Managing Users with Enterprise SSO and 2FA

Hello - I can’t seem to break out of this loop, and was hoping anyone else in the community here has any thoughts:

We want to enable the ‘require SSO’ feature as an enterprise policy; however, in the current form, when it’s enabled, it does not redirect the end-user to the SSO portal after the end-user enters their password, even though the email domain is verified.

It allows them to go from: enter email > enter master password > enter 2fa code before throwing an error and alerting the end-user they must log in with SSO. Ideally, if that policy setting is enabled, as soon as the end-user enters their email address, it should send them to our SSO system for authorization and authentication.

Has anyone else experienced this?
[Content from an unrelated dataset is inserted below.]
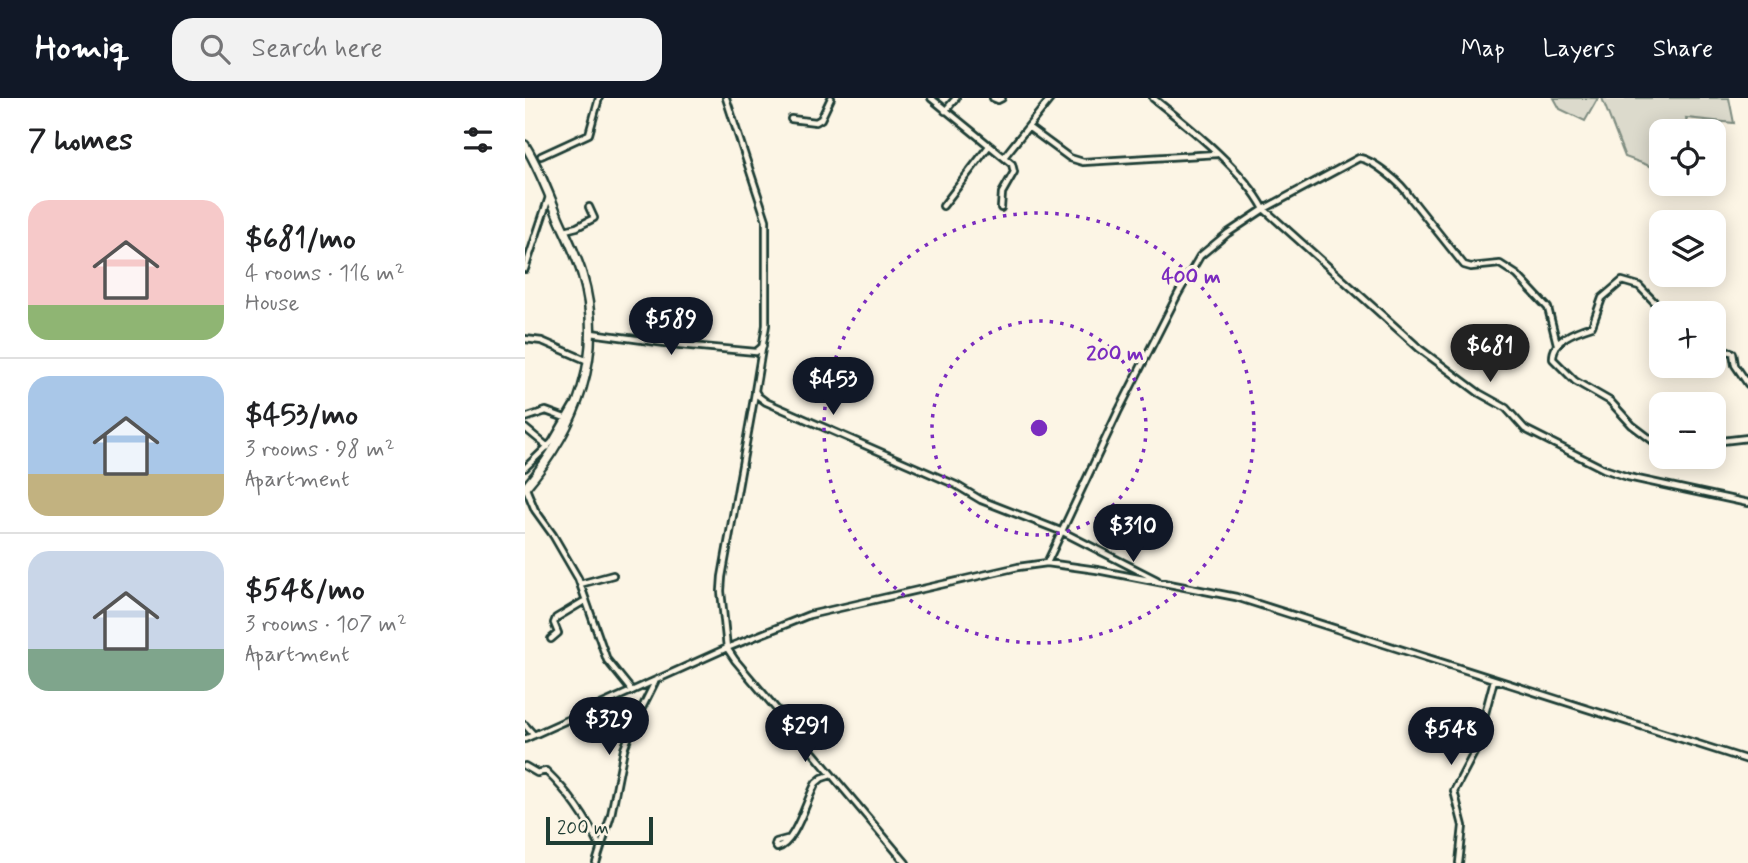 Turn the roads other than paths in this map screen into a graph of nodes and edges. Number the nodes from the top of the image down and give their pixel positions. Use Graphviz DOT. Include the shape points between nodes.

How did you approach it?

The other thing that has come up is how to handle an end-user who loses/replaces their 2FA device – it appears that there is no current way to reset/remove an end-user 2FA administratively, so it would seem if they got a new phone, the only way to get them back in, is to delete their account, and re-create it, which also results in them losing any data they stored in their ‘personal’ vault.

Since the SSO login flow doesn’t seem to ‘flow’ so much, we are reluctant to push the 2FA part upstream to the SSO provider (where we can disable/reset for the end-user), and disable the ‘require 2FA’ policy on the Bitwarden side. This doesn’t even take into account anyone who would enable 2FA on their Bitwarden account on their own, even if there was no policy that requires 2FA.

IMO, these two things should be something that any Enterprise class software should have a method of addressing.

I’d appreciate any thoughts/insight the community has.

Thanks!

Hi @TPCoMatt! If you have not already, feel free to reach out to the Bitwarden team via the /help page for support on your SSO configuration. Most customers using SSO do rely on the 2FA of the SSO IdP.

Thanks @go12! Our SSO setup works, and we do want to push 2FA upstream to that platform, however, the process for an end-user to log in via SSO is not smooth/intuitive like it is on other platforms. For example, when someone enters their email address into Google (or Atlassian, or Dropbox, etc.), it will auto-redirect them to the SSO platform for authentication/authorization. Bitwarden does not do that. Bitwarden seems to rely on the end-user inherently knowing that they have to click on the “Log in with enterprise single-sign on” after entering their email address:

If a person does click on that button, it does take them to the SSO platform and then returns them back to the ‘master password’ page, but for an average user, nothing is compelling them to do that aside from an enabled ‘require SSO’ policy. However, when that policy is enabled, Bitwarden allows the person to enter their email, then master password, land them on the 2FA page and enter their 2FA code before throwing an error. If the flow went: enter email address > [SSO handshake process] > master password page, it would be much more user-friendly.

On the 2FA side of things, the inability of an admin/owner to administratively reset an end user’s 2FA device is not very ‘enterprise friendly’. Even if we disable the ‘require 2FA’ policy, that wouldn’t prevent an end user from enrolling themselves in 2FA, and I wouldn’t want to explicitly deny one’s ability to enroll in an additional layer of security – I just want the ability to support any user who loses/replaces their 2FA device without having to delete and re-create their account.